Problem ▸ The word "พระรามท" marks the lines to find; copy every such line from the data below.

== Segment start ==

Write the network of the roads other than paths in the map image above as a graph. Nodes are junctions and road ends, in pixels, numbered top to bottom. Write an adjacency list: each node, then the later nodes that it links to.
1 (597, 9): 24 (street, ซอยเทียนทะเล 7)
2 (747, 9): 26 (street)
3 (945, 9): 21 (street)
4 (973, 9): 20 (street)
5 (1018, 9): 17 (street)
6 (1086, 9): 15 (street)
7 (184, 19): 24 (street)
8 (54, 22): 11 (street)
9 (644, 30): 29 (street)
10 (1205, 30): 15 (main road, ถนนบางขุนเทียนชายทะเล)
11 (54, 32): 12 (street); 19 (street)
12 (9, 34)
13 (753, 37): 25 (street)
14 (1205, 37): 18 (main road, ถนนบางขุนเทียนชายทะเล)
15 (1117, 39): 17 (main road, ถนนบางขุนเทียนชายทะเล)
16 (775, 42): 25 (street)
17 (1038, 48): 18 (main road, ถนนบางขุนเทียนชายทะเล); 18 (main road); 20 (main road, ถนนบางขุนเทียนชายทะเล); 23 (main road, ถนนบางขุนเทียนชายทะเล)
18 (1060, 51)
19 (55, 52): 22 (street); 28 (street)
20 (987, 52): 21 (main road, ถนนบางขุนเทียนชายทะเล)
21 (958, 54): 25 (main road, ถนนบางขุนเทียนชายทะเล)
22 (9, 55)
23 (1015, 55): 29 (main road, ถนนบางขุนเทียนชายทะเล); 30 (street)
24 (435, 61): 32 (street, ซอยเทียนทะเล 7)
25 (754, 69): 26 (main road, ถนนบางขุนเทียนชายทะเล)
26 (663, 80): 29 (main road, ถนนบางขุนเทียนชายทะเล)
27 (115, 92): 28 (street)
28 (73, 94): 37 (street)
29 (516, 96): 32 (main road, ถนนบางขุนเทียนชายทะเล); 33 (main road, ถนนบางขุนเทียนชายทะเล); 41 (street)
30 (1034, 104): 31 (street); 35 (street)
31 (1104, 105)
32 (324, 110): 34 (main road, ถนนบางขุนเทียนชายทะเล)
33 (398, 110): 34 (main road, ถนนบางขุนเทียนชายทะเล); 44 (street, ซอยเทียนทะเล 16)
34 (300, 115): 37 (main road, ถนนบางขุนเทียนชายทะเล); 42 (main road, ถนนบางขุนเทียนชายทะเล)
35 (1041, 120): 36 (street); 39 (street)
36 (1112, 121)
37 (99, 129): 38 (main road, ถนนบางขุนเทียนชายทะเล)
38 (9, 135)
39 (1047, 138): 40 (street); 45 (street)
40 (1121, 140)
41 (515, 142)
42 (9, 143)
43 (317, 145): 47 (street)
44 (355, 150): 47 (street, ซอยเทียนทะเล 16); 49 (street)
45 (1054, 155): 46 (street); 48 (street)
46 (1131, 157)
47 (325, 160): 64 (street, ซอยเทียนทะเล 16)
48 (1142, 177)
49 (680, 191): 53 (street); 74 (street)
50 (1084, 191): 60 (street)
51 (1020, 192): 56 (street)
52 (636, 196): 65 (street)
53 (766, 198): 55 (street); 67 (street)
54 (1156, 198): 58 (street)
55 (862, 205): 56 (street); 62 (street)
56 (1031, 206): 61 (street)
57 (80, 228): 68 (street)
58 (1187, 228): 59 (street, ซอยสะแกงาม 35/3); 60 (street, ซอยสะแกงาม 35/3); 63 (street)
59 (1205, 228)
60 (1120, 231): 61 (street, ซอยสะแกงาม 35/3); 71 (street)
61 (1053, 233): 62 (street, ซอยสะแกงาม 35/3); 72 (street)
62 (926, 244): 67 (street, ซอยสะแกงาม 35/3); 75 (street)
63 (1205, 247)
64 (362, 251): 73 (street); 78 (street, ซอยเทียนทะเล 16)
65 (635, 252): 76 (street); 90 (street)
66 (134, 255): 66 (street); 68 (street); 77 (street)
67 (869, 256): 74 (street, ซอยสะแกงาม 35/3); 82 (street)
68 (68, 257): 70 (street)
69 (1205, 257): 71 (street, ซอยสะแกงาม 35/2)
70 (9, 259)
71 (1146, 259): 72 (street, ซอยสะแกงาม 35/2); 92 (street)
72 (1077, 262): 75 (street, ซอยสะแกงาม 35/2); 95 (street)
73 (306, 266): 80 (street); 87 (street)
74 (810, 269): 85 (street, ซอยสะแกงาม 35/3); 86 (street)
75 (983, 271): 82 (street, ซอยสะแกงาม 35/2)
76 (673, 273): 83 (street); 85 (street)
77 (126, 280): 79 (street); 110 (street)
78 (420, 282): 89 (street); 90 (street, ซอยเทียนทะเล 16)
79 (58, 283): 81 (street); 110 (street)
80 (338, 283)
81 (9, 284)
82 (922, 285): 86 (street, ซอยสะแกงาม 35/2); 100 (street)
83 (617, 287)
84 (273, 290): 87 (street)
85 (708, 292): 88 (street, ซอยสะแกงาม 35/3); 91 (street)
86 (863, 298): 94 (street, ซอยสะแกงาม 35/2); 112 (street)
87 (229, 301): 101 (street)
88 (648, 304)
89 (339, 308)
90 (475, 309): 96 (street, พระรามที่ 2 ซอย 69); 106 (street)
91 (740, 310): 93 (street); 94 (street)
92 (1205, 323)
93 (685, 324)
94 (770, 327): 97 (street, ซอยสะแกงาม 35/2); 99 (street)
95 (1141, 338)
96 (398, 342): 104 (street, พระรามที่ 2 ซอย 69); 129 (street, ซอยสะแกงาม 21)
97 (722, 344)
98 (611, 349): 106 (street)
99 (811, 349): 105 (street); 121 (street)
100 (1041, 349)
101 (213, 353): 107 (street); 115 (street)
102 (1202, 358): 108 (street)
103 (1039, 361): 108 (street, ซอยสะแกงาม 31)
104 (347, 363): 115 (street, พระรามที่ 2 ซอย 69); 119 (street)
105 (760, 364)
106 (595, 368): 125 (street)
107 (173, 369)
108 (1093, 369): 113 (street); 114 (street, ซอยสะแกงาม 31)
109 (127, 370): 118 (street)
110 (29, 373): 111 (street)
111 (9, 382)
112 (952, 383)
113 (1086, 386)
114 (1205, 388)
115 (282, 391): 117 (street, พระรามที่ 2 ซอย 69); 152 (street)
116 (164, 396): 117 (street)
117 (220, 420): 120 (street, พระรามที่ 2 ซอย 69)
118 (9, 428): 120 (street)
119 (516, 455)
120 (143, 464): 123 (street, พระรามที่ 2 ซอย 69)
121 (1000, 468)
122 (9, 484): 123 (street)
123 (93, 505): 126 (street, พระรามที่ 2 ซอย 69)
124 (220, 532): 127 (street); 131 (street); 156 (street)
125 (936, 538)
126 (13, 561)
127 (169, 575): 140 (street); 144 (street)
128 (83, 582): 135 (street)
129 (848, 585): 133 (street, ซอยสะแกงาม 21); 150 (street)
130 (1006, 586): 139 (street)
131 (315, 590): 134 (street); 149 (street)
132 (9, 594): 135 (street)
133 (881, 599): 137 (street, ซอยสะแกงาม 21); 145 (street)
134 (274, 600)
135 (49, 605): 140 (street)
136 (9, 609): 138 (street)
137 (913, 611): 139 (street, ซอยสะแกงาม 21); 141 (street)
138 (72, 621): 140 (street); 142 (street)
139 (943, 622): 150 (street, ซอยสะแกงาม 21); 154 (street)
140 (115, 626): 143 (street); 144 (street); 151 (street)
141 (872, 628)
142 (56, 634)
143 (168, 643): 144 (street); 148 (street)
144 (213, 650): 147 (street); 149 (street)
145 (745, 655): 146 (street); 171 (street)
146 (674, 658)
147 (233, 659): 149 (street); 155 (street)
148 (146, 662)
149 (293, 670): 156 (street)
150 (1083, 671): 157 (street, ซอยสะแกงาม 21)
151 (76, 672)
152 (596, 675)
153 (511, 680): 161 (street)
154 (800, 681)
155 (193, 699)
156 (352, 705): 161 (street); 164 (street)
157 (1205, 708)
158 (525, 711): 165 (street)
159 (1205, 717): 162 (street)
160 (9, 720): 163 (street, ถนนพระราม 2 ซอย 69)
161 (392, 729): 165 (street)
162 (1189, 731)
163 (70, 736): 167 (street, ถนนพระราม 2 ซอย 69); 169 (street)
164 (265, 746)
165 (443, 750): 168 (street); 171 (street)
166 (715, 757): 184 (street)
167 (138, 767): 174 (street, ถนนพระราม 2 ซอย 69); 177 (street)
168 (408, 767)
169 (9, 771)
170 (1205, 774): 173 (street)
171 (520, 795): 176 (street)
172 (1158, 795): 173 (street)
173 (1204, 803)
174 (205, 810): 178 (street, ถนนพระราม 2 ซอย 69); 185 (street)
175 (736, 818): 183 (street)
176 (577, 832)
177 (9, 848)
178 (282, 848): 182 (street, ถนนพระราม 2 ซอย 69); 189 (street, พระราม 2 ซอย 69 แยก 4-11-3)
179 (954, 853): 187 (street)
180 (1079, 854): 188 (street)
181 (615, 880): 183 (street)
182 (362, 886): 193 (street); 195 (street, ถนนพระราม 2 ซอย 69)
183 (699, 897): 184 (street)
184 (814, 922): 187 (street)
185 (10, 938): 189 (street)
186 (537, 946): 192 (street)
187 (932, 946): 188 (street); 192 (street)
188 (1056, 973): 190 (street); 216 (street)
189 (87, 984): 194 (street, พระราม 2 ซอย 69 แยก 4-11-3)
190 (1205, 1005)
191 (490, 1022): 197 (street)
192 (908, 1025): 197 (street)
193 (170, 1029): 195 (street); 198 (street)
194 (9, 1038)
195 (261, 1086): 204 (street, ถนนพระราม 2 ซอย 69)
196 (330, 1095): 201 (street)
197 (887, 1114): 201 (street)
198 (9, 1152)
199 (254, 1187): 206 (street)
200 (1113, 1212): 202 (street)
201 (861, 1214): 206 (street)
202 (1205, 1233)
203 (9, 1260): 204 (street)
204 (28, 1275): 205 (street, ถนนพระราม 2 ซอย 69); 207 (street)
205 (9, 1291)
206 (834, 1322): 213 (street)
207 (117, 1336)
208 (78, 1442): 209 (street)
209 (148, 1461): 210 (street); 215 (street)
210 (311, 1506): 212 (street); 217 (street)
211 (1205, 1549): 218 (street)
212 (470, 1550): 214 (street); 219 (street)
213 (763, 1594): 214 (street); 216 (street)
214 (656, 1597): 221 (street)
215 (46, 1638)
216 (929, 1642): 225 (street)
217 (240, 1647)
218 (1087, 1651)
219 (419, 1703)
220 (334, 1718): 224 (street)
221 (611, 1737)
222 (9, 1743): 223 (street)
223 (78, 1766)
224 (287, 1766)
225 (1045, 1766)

== Segment end ==

Expected output ▸
90 (475, 309): 96 (street, พระรามที่ 2 ซอย 69); 106 (street)
96 (398, 342): 104 (street, พระรามที่ 2 ซอย 69); 129 (street, ซอยสะแกงาม 21)
104 (347, 363): 115 (street, พระรามที่ 2 ซอย 69); 119 (street)
115 (282, 391): 117 (street, พระรามที่ 2 ซอย 69); 152 (street)
117 (220, 420): 120 (street, พระรามที่ 2 ซอย 69)
120 (143, 464): 123 (street, พระรามที่ 2 ซอย 69)
123 (93, 505): 126 (street, พระรามที่ 2 ซอย 69)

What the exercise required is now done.